- Exercise goal -
For every line below, restate it exactly and drop the images.

------

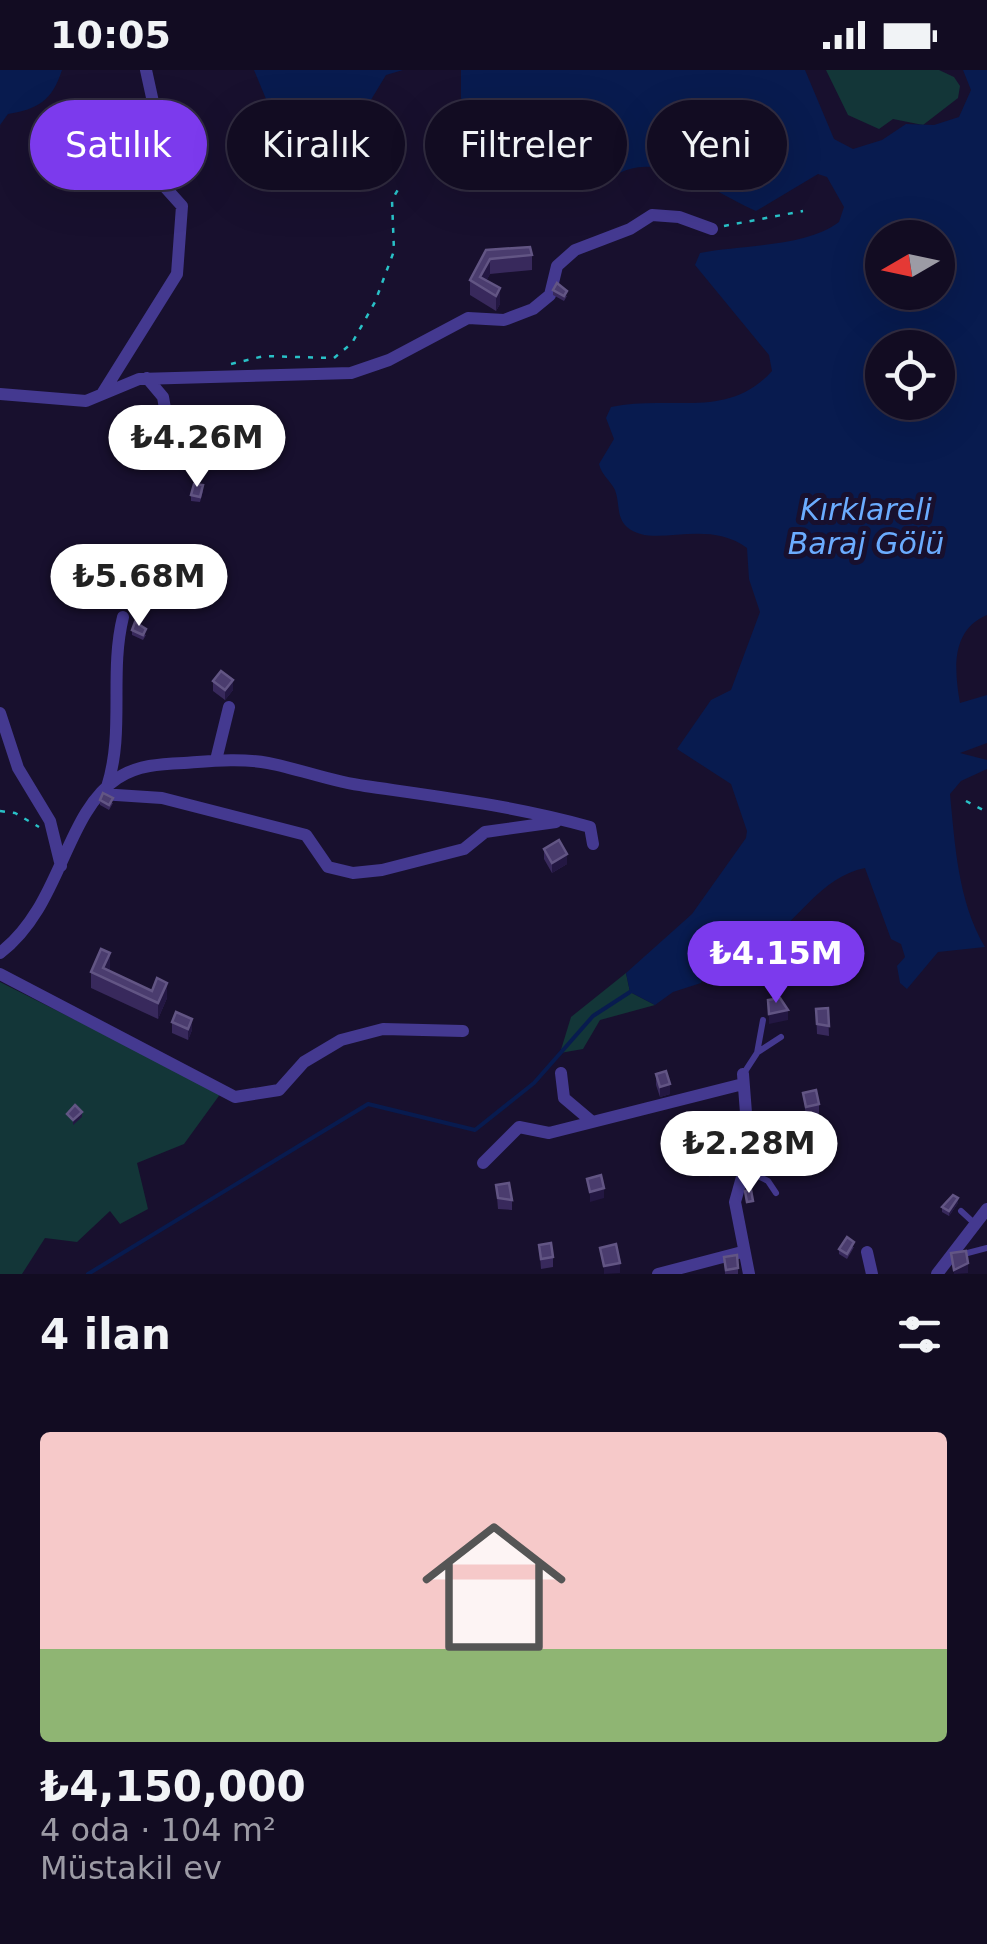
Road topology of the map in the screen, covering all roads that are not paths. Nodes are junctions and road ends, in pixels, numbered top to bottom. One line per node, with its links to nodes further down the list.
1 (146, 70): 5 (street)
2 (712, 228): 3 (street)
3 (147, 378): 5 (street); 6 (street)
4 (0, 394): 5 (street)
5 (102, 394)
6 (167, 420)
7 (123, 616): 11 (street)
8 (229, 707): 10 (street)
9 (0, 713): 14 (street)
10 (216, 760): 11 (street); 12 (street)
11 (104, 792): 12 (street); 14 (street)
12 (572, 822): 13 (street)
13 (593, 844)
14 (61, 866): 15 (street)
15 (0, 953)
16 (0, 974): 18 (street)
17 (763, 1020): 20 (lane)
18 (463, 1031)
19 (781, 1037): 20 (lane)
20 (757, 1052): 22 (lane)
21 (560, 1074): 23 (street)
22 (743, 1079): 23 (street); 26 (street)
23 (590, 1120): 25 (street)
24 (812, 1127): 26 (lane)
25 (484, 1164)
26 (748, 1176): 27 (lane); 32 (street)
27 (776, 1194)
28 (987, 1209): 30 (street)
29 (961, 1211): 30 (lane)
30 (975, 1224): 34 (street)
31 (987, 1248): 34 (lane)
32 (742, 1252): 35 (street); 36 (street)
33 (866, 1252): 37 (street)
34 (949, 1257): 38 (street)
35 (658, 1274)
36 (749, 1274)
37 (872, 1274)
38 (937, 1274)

------

- Exercise result -
Road topology of the map in the screen, covering all roads that are not paths. Nodes are junctions and road ends, in pixels, numbered top to bottom. One line per node, with its links to nodes further down the list.
1 (146, 70): 5 (street)
2 (712, 228): 3 (street)
3 (147, 378): 5 (street); 6 (street)
4 (0, 394): 5 (street)
5 (102, 394)
6 (167, 420)
7 (123, 616): 11 (street)
8 (229, 707): 10 (street)
9 (0, 713): 14 (street)
10 (216, 760): 11 (street); 12 (street)
11 (104, 792): 12 (street); 14 (street)
12 (572, 822): 13 (street)
13 (593, 844)
14 (61, 866): 15 (street)
15 (0, 953)
16 (0, 974): 18 (street)
17 (763, 1020): 20 (lane)
18 (463, 1031)
19 (781, 1037): 20 (lane)
20 (757, 1052): 22 (lane)
21 (560, 1074): 23 (street)
22 (743, 1079): 23 (street); 26 (street)
23 (590, 1120): 25 (street)
24 (812, 1127): 26 (lane)
25 (484, 1164)
26 (748, 1176): 27 (lane); 32 (street)
27 (776, 1194)
28 (987, 1209): 30 (street)
29 (961, 1211): 30 (lane)
30 (975, 1224): 34 (street)
31 (987, 1248): 34 (lane)
32 (742, 1252): 35 (street); 36 (street)
33 (866, 1252): 37 (street)
34 (949, 1257): 38 (street)
35 (658, 1274)
36 (749, 1274)
37 (872, 1274)
38 (937, 1274)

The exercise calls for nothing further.